In the context of IPOs (Initial Public Offerings), the term “bid” refers to an investor’s offer to buy shares at a specific price within the IPO’s price range.
Placing a bid is a crucial step in the IPO application process, reflecting your intent and the price you are willing to pay for the shares.
This article explains the meaning of bid in latest IPO, how the bidding process works, and why it matters for investors.

What is a Bid in IPO?
A bid in IPO is the price and quantity at which an investor applies for IPO shares during the subscription period. Depending on the IPO pricing method book building or fixed price, you can place bids as follows:
- Book Building IPOs: Bids placed within a price band (e.g., ₹500 – ₹550).
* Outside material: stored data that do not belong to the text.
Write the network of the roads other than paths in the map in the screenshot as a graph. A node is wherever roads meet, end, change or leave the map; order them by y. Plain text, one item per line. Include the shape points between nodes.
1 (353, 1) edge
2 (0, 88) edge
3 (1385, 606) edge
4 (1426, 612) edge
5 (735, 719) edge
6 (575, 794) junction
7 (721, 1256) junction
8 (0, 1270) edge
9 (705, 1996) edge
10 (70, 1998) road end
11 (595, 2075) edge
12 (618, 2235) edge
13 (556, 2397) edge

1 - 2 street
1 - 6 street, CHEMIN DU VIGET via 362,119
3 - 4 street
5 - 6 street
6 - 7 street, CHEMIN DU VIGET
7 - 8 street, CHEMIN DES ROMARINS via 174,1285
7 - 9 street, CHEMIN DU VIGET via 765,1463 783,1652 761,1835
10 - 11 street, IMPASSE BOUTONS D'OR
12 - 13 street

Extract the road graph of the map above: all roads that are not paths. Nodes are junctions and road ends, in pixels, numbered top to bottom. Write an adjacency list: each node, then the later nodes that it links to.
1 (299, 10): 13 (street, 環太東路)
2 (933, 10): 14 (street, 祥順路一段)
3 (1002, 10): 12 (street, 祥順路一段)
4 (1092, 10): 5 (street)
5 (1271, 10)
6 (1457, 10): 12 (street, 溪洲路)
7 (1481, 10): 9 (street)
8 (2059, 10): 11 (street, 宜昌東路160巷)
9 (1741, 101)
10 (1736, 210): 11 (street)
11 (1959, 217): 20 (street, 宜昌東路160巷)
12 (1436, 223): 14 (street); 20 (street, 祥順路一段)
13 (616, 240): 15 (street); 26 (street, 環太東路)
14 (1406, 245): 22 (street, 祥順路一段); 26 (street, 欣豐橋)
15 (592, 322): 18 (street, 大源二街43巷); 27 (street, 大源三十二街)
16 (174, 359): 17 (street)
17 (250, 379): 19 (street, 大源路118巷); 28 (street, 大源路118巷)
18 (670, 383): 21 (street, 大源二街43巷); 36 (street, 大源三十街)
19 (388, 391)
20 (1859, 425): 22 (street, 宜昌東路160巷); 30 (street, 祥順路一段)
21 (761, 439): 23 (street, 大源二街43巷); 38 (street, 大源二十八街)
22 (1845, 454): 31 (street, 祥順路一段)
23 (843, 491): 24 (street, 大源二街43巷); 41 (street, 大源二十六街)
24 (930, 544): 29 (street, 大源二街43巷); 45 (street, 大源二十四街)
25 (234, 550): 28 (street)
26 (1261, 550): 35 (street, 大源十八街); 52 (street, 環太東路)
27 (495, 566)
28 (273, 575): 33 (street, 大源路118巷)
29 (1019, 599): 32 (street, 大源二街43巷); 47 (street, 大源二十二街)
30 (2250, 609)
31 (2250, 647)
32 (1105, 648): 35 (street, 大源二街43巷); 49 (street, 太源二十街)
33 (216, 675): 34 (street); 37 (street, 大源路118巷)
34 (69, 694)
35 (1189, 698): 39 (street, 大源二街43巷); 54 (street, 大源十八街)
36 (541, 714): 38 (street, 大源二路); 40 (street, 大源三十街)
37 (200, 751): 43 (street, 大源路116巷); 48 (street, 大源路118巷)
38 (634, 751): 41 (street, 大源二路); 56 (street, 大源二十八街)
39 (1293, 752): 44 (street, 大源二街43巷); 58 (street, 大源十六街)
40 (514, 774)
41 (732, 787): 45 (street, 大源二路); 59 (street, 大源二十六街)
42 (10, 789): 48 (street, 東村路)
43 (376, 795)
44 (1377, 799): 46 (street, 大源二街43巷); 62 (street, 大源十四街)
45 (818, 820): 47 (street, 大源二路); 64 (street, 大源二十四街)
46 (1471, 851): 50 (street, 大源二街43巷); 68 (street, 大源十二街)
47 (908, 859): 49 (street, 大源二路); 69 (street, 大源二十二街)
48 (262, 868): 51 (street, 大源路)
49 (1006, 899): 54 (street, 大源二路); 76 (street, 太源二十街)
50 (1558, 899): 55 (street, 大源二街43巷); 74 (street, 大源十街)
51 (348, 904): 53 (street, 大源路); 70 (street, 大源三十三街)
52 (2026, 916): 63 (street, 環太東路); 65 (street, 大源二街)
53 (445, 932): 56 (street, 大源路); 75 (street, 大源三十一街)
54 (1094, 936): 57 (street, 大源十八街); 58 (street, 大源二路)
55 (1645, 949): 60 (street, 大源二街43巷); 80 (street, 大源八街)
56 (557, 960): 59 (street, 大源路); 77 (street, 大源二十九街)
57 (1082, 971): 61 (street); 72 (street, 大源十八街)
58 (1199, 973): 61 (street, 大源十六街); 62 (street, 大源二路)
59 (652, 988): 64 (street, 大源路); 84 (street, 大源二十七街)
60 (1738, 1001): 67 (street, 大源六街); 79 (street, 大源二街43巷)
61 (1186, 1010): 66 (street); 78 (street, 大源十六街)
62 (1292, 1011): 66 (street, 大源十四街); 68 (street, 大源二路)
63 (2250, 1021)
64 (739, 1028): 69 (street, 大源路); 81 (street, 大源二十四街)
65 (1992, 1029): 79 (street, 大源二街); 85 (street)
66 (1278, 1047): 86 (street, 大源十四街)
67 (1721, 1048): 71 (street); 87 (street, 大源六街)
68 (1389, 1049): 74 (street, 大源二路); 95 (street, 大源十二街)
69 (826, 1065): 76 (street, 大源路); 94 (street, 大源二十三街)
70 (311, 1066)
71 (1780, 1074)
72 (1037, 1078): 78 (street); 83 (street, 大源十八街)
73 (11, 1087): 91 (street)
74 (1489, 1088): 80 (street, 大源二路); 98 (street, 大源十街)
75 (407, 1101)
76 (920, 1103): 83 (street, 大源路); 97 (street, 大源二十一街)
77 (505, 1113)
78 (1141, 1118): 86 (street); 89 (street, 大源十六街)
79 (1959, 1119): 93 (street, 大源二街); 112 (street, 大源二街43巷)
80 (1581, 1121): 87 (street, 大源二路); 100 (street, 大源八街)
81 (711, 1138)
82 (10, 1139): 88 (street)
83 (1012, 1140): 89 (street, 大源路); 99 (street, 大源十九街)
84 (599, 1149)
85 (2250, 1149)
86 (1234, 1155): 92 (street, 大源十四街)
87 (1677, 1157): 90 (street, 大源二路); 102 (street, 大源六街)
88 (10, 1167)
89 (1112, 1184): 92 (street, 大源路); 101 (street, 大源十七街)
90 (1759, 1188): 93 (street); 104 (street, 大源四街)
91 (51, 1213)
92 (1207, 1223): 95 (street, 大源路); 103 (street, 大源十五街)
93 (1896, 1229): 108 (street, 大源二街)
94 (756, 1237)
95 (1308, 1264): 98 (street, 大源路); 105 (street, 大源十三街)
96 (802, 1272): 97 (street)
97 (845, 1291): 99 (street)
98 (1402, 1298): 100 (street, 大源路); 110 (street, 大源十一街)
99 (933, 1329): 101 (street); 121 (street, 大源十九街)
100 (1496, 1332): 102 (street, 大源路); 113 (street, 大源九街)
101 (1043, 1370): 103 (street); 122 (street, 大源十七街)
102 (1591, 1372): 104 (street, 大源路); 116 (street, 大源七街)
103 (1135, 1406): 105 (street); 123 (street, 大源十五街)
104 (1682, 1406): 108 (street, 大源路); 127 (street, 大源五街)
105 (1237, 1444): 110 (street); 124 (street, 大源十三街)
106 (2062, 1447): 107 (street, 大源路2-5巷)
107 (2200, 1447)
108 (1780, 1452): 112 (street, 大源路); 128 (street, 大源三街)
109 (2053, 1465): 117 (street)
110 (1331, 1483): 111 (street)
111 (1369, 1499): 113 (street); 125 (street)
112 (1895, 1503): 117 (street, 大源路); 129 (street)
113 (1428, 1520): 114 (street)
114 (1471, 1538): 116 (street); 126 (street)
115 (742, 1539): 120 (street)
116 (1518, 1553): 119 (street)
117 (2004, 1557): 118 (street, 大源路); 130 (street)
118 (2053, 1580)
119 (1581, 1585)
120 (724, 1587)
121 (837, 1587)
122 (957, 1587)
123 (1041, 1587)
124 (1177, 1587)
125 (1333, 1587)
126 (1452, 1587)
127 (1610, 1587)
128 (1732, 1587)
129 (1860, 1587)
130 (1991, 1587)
You specify the number of lots and the price you want to pay within this band.
- Fixed Price IPOs: Bids placed at a single fixed price set by the issuer.
The bid represents your willingness to purchase IPO shares at your chosen price.
How does IPO Bidding Work?
- Price Band and Lot Size: The company announces a price band and lot size. Based on the number of lots you can apply during IPO, investors bid with quantity multiples of the lot size and a chosen price within the band.
- Multiple Bids Allowed: Investors can place up to 3 different bids with varying price and quantity combinations to increase allotment chances. The highest bid amount blocked during the application. Find out the maximum number of bids you can make in an IPO and key rules that apply for retail applicants.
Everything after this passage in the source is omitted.